How would you run the NHS?

The NHS has 1.2 million employees, an HR staff of around 7,000 and its people issues are never out of the headlines. Personnel Today called on three private sector HR directors to find out what they would do if they were in charge, and asked the NHS to comment on their ideas

Private sector

Bruce Robertson
HR director, Levi’s

Q. If you became HR director of the NHS, what would be the first three things you would do?

I would focus on structure and process first, in terms of understanding the administrative burden on the NHS and the complexity created. Also, the head count ratio of administrative support versus patient care/support. To assist with this, I would bring in business specialists to determine where costs and processes could be cut or simplified to channel funds into patient care and facilities. Second, once the structural review had taken place, I would seek to review the compensation and benefits structure. Finally, I would focus on talent retention and attraction.

Q. What are the main challenges you would face?

From an outsider’s perspective, the main challenges would be talent retention and attraction, bureaucracy and political interference.

Q. If you were asked to take on the job of NHS HR director, would you?

Possibly. It’s difficult to ascertain, given that I don’t have full knowledge of the internal workings of the NHS and have not been able to review many of the statistics required before making a decision to move roles. The key thing that would trigger any move would be a challenge, and while the role would provide that, it would be important to determine the true level of influence that would be allowed or supported.

Q. If you took the job, what sort of salary would you expect?

Certainly a healthy six-figure package.

Q. What specific demands would you make of NHS management before you agreed to take the job?

Minimum interference for the first 12 months and total and unlimited access to information and decision-makers. A specific budget would need to be set aside for external consultants, who would assist in determining the scope of work required to improve the NHS (heavily negotiated, of course), and the guarantee that recommendations highlighted by the review would be considered and approved/ rejected within a specific period of no more than three months.

Q. How long would it take to start seeing results?

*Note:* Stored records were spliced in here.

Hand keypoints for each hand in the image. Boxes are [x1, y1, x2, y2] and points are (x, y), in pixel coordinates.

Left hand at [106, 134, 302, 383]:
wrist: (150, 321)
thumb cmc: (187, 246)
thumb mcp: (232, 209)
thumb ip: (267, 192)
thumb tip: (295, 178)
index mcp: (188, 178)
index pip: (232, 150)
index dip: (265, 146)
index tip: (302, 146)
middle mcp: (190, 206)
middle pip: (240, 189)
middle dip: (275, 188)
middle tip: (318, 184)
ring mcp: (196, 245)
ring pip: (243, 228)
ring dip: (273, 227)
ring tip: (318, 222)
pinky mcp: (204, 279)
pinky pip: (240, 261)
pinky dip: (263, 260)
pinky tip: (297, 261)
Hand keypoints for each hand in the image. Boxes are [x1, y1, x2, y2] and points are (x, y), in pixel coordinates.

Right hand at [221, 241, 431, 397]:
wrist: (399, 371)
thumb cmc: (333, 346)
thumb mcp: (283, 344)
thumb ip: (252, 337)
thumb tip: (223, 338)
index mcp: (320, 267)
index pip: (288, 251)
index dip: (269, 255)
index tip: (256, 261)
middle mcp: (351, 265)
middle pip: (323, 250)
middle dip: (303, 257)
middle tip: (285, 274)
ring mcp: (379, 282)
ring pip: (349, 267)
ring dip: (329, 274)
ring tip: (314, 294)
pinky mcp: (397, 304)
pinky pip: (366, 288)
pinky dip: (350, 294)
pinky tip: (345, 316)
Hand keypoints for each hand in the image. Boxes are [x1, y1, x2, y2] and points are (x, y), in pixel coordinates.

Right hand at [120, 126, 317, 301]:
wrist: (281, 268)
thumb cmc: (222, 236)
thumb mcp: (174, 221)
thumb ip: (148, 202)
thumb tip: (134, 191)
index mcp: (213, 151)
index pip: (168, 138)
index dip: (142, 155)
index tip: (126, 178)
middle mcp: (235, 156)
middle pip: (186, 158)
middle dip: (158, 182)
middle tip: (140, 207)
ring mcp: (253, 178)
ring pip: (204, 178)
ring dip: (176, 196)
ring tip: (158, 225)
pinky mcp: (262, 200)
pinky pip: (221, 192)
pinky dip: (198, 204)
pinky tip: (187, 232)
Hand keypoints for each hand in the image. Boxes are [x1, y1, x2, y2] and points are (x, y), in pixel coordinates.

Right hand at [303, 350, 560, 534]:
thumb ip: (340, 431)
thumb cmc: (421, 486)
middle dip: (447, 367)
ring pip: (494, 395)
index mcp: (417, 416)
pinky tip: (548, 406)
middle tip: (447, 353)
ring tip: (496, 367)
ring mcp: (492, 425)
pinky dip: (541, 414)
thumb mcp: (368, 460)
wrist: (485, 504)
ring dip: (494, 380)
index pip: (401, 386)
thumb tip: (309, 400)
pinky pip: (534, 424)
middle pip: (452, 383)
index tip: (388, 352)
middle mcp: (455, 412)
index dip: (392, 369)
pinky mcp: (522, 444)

I would not expect to see significant change within the first 12 to 18 months. This role would require a tenure of more than three to five years.

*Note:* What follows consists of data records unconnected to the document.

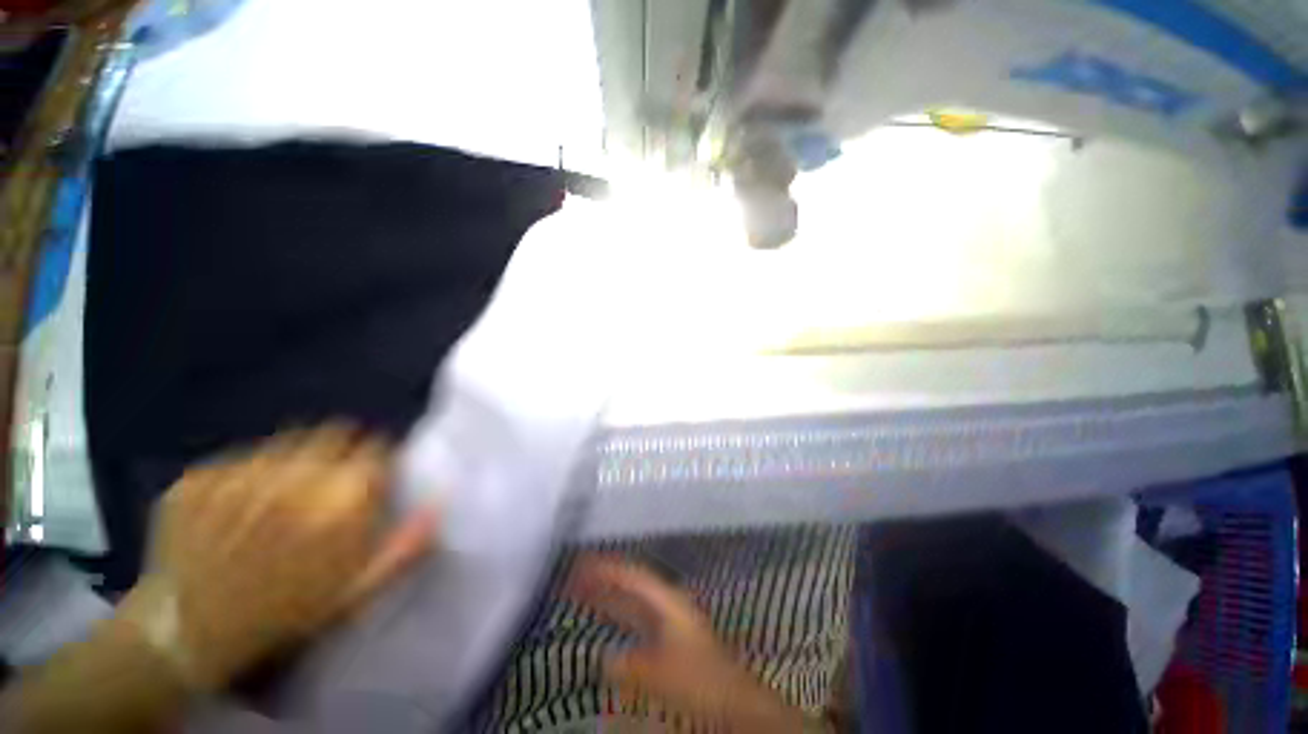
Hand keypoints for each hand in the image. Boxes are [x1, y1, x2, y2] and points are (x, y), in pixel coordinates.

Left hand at [121, 425, 438, 690]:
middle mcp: (292, 482)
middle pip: (334, 432)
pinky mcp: (196, 480)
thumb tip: (439, 503)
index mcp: (338, 507)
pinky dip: (248, 472)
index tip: (369, 476)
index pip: (376, 449)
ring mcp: (236, 478)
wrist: (189, 634)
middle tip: (327, 481)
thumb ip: (405, 545)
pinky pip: (240, 456)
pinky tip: (239, 505)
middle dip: (340, 450)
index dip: (376, 460)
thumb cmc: (286, 614)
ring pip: (288, 440)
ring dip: (296, 458)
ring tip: (282, 494)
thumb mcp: (358, 591)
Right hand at [566, 556, 811, 731]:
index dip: (606, 568)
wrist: (734, 698)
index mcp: (667, 600)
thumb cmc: (700, 679)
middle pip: (629, 582)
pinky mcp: (666, 636)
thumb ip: (631, 666)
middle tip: (573, 576)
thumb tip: (604, 659)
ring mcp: (667, 618)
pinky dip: (617, 614)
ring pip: (631, 599)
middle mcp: (666, 601)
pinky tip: (605, 620)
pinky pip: (634, 616)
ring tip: (580, 592)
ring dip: (607, 594)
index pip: (632, 574)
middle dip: (603, 578)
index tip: (580, 564)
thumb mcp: (662, 673)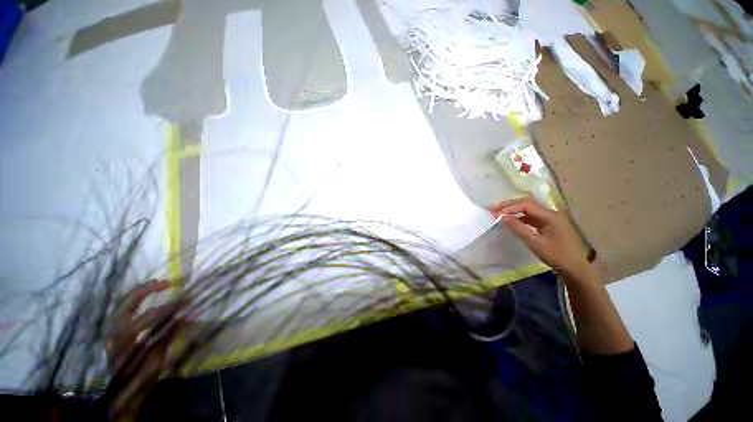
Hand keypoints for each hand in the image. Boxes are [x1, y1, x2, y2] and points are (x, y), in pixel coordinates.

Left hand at [107, 279, 185, 420]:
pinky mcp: (113, 331)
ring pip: (124, 303)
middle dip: (148, 289)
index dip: (168, 307)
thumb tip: (185, 315)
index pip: (149, 316)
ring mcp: (112, 329)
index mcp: (126, 338)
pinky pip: (124, 310)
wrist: (122, 393)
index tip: (185, 300)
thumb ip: (168, 336)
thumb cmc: (140, 377)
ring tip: (160, 286)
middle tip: (168, 283)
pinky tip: (146, 299)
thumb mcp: (156, 359)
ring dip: (142, 292)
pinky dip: (137, 301)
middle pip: (128, 302)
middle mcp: (115, 329)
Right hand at [492, 197, 595, 281]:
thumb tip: (503, 217)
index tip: (495, 214)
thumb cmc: (558, 256)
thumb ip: (519, 228)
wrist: (579, 269)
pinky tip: (513, 222)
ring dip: (514, 211)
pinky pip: (532, 218)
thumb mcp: (536, 243)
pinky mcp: (550, 226)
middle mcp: (551, 214)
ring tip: (500, 215)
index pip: (526, 205)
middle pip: (527, 204)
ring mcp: (551, 219)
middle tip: (494, 211)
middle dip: (510, 206)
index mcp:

Q. Overall, what would you want to achieve in the job?

The dream outcome of the role would be to establish a service NHS employees would like to see. Solid and simple administrative processes designed to support the NHS and not politicians, a sound business model that supports limited bureaucracy with maximum patient care, and support provided in up-to-date facilities by a highly-skilled, motivated and rewarded workforce.

Paul Kennedy
Group HR director, Ebookers online travel agency

Q. If you became HR director of the NHS, what would be the first three things you would do?

I would undertake a major review of the senior management team, which would consist of working on a vision and mission, and aligning the current resources to deliver against this. Then I would assess the organisation’s capability to deliver a quality experience to all patients. Within this review, I would look to de-layer the organisation, with five layers linked to pay bands based on expected competencies to do the job, as well as increasing autonomy and accountability at local level.

I would establish equity and fairness in a comprehensive pay and reward system – where doctors and nurses are working for small salaries, then this should be equated through a bonus programme where every employee has a chance to earn as much extra cash as the next. A reward scheme should also be set up to encourage as much innovation and creativity as possible bearing in mind legal and compliance issues.

Q. What are the main challenges you would face?

Maintaining staff retention and satisfaction – contented staff who are performing to their utmost and are well rewarded will have an impact on improved service, customer satisfaction and will make the NHS a great place to work.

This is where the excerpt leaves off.